==== Data supplied

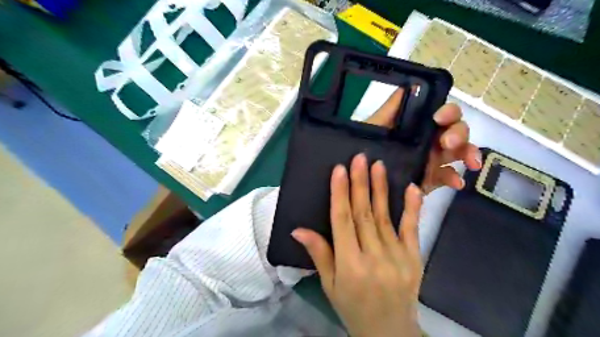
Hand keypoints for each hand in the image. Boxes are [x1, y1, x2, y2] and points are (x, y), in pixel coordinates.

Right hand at [293, 154, 423, 336]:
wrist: (390, 331)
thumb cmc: (352, 306)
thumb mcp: (329, 284)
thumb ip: (318, 254)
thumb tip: (298, 230)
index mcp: (350, 265)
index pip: (342, 221)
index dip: (340, 194)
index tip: (339, 170)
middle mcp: (374, 257)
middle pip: (364, 214)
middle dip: (360, 183)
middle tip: (358, 158)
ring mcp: (397, 257)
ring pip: (385, 216)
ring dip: (381, 189)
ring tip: (377, 165)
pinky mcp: (415, 258)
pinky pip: (413, 229)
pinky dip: (412, 207)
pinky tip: (411, 187)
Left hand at [363, 88, 481, 194]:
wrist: (359, 176)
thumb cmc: (365, 146)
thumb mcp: (375, 126)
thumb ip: (391, 108)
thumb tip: (410, 84)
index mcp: (419, 126)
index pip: (443, 114)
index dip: (448, 112)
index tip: (438, 118)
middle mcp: (430, 140)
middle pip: (456, 131)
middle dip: (459, 133)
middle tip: (448, 142)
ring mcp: (432, 160)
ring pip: (459, 152)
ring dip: (467, 153)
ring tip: (470, 162)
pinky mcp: (430, 179)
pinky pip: (448, 177)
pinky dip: (455, 179)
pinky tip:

========

** About this exercise **
Line by line, write out the entries exactly, and leave the pictures out.

** Answer below **
Hand keypoints for each hand in the image. Boxes are [x1, y1, x2, y2] and points are (x, y), in pixel coordinates.

Right hand at [293, 154, 423, 336]:
wrist: (390, 331)
thumb cmc: (352, 306)
thumb mcp: (329, 284)
thumb ip: (318, 254)
thumb tip: (298, 230)
index mcp: (350, 265)
index pip: (342, 221)
index dip: (340, 194)
index tip: (339, 170)
middle mcp: (374, 257)
middle pip: (364, 214)
middle dip: (360, 183)
middle tip: (358, 158)
ring mcp: (397, 257)
ring pip: (385, 216)
ring dip: (381, 189)
ring tip: (377, 165)
pinky mcp: (415, 258)
pinky pip: (413, 229)
pinky dip: (412, 207)
pinky tip: (411, 187)
Left hand at [363, 88, 481, 194]:
wrist: (359, 176)
thumb cmc: (365, 146)
thumb mcp: (375, 126)
thumb ip: (391, 108)
thumb tip: (410, 84)
index mcp: (419, 126)
index pip: (443, 114)
index dip: (448, 112)
index tip: (438, 118)
middle mcp: (430, 140)
middle pip: (456, 131)
middle dip: (459, 133)
middle tip: (448, 142)
ring mcp: (432, 160)
ring pip: (459, 152)
ring dip: (467, 153)
ring tip: (470, 162)
pinky mcp: (430, 179)
pinky pip: (448, 177)
pinky dip: (455, 179)
pinky tip:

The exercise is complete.